Die Entenküken werden etwa ein bis zwei Wochen nach der Auspflanzung der Setzlinge auf dem Reisfeld ausgesetzt. Für die Enten sind Unterkünfte erforderlich, damit sie vor dem Regen Schutz finden. Das ist jedoch kein genügender Schutz vor Räubern, deshalb müssen die Reisfelder auch eingezäunt werden. Seinen Entenreis bezeichnet Takao Furuno als gesund und schmackhaft, trotz geringen Arbeitsaufwands. Denn der Reisbauer erspart sich das mühsame Bücken, um Unkraut mit der Hand zu ziehen. Das manuelle Jäten von Reisfeldern beansprucht nämlich pro Jahr etwa 240 Personenstunden pro Hektar. Zudem ist Reis, der mit der Aigamo-Methode angebaut wird, auch resistenter gegen Unwetter.
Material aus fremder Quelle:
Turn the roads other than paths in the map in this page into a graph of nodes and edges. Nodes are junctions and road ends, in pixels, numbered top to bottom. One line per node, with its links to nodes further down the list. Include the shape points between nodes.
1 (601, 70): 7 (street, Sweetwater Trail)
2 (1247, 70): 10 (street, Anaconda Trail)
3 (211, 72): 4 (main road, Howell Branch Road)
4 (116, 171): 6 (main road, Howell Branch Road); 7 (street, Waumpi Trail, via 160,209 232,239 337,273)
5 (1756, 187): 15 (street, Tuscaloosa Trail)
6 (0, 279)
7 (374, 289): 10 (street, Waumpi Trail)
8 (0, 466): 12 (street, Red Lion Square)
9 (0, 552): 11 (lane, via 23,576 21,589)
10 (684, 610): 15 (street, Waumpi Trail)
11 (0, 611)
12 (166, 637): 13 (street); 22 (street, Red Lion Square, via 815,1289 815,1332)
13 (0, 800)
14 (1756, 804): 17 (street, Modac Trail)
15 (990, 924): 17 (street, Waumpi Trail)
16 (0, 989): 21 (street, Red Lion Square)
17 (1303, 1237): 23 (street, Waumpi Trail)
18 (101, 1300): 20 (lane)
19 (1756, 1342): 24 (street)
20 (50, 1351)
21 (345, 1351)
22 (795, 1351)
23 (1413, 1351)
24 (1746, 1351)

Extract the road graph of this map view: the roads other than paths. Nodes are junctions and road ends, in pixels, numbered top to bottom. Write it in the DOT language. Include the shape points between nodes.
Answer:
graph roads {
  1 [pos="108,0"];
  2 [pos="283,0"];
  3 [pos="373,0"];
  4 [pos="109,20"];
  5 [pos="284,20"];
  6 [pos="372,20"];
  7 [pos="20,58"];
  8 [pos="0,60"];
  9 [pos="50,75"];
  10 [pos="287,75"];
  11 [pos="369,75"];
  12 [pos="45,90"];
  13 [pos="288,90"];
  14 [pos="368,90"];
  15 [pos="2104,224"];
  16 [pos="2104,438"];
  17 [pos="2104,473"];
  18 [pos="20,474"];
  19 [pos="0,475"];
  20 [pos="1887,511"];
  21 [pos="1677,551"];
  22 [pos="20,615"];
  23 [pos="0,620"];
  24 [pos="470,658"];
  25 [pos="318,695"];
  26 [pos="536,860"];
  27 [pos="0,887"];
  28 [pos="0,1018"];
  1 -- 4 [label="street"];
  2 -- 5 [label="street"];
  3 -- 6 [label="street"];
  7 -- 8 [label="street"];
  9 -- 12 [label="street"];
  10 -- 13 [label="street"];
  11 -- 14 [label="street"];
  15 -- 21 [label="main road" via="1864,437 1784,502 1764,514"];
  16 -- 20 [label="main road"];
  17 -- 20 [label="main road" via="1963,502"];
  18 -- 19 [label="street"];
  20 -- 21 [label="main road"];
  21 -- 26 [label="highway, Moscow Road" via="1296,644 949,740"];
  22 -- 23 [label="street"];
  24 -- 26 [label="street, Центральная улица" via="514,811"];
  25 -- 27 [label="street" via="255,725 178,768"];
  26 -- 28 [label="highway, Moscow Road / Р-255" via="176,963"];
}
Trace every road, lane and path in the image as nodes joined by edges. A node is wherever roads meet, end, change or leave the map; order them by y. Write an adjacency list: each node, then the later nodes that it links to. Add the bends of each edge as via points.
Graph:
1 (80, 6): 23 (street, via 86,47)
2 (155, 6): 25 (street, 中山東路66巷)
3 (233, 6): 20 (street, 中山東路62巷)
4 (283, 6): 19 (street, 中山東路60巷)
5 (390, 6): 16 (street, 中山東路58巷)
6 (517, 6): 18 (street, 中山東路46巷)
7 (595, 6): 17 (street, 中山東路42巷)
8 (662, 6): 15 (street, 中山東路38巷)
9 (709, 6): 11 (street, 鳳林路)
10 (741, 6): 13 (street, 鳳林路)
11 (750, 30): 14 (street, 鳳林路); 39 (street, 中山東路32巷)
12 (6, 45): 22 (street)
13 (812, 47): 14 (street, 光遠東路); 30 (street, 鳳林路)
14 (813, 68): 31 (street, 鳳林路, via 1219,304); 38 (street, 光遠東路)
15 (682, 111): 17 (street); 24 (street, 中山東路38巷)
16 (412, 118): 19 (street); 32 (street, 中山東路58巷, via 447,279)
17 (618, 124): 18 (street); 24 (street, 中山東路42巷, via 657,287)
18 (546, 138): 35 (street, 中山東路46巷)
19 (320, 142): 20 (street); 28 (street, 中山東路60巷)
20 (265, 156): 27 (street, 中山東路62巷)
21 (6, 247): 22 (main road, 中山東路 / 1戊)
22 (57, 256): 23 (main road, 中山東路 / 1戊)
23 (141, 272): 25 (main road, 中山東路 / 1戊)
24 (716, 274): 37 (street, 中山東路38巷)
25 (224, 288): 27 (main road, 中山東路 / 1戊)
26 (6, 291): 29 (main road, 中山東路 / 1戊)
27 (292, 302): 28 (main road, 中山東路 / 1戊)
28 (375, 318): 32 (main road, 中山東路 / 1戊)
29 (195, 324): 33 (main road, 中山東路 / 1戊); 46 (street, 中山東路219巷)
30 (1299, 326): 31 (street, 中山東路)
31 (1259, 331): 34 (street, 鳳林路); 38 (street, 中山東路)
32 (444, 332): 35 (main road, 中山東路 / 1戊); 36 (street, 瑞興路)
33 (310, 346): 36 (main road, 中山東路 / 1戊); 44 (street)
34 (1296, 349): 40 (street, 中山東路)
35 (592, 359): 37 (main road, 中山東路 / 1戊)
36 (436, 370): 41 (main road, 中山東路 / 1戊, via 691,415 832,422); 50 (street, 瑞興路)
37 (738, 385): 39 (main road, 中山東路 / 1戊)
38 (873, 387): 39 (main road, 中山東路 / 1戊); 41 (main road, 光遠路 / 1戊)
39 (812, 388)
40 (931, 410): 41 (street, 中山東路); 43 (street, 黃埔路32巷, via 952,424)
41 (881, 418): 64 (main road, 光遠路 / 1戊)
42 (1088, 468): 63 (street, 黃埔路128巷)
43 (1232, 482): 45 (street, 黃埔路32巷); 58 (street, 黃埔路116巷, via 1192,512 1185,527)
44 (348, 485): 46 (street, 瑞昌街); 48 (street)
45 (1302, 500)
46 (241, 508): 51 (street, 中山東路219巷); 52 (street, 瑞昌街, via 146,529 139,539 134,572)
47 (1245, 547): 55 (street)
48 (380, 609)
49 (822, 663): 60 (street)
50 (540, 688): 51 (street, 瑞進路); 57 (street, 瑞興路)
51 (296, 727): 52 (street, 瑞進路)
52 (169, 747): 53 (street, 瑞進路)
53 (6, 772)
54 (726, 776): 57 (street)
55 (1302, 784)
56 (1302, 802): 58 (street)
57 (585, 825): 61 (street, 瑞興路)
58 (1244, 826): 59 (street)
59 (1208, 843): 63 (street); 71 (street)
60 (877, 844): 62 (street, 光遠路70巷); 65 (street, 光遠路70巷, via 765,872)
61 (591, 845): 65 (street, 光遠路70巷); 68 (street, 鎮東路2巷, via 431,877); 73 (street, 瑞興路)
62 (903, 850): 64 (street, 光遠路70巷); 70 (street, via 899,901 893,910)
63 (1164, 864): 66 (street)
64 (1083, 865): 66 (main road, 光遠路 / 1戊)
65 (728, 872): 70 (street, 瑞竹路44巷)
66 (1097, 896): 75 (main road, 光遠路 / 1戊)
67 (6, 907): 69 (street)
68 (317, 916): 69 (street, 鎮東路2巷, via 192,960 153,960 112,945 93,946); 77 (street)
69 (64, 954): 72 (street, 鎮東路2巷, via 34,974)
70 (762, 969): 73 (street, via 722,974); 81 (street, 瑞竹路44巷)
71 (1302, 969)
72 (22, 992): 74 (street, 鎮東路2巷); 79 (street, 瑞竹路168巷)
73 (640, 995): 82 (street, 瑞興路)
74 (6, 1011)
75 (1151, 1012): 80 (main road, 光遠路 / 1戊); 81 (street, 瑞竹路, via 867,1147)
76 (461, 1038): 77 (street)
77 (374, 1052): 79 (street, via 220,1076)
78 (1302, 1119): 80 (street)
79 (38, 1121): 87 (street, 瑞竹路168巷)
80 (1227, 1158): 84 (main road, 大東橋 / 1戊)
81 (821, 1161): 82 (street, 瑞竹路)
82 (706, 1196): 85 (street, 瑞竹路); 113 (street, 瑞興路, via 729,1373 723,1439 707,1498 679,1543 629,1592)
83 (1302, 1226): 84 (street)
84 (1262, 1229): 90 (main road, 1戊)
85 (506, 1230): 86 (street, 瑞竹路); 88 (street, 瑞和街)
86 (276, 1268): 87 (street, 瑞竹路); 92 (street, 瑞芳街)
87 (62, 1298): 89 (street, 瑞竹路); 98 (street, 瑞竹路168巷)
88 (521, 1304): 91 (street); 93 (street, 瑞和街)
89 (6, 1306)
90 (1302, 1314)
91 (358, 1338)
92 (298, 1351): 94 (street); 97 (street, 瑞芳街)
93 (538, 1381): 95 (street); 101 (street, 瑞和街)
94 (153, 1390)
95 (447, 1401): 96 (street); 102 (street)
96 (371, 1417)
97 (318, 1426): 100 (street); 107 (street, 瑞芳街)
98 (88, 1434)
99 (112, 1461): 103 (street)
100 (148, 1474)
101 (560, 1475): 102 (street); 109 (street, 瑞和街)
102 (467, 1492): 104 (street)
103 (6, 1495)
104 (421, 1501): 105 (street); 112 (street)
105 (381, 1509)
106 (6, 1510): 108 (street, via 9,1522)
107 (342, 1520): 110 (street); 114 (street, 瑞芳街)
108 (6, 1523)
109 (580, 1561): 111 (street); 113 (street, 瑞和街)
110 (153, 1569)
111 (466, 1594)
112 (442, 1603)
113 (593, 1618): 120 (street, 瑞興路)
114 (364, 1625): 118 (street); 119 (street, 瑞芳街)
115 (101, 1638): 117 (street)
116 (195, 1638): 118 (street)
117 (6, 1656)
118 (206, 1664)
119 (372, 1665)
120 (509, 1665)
Die Ente Aigamo ist eine Kreuzung aus Wild- und Hausente, die nicht wandert. Wenn es im Herbst Zeit wird, den Reis zu ernten, sind die Enten fett geworden und können als Fleisch verkauft werden. In Asien, wo sich die Menschen über den übermässigen Einsatz von chemischen Düngemitteln und Pestiziden Sorgen machen, gilt die Aigamo-Methode als gute Alternative. Denn sie ist auch kostenmässig attraktiv, weil die Reisbauern keine teuren chemischen Düngemittel oder Pestizide mehr kaufen müssen und die ausgewachsenen Enten einen Zusatzverdienst abwerfen.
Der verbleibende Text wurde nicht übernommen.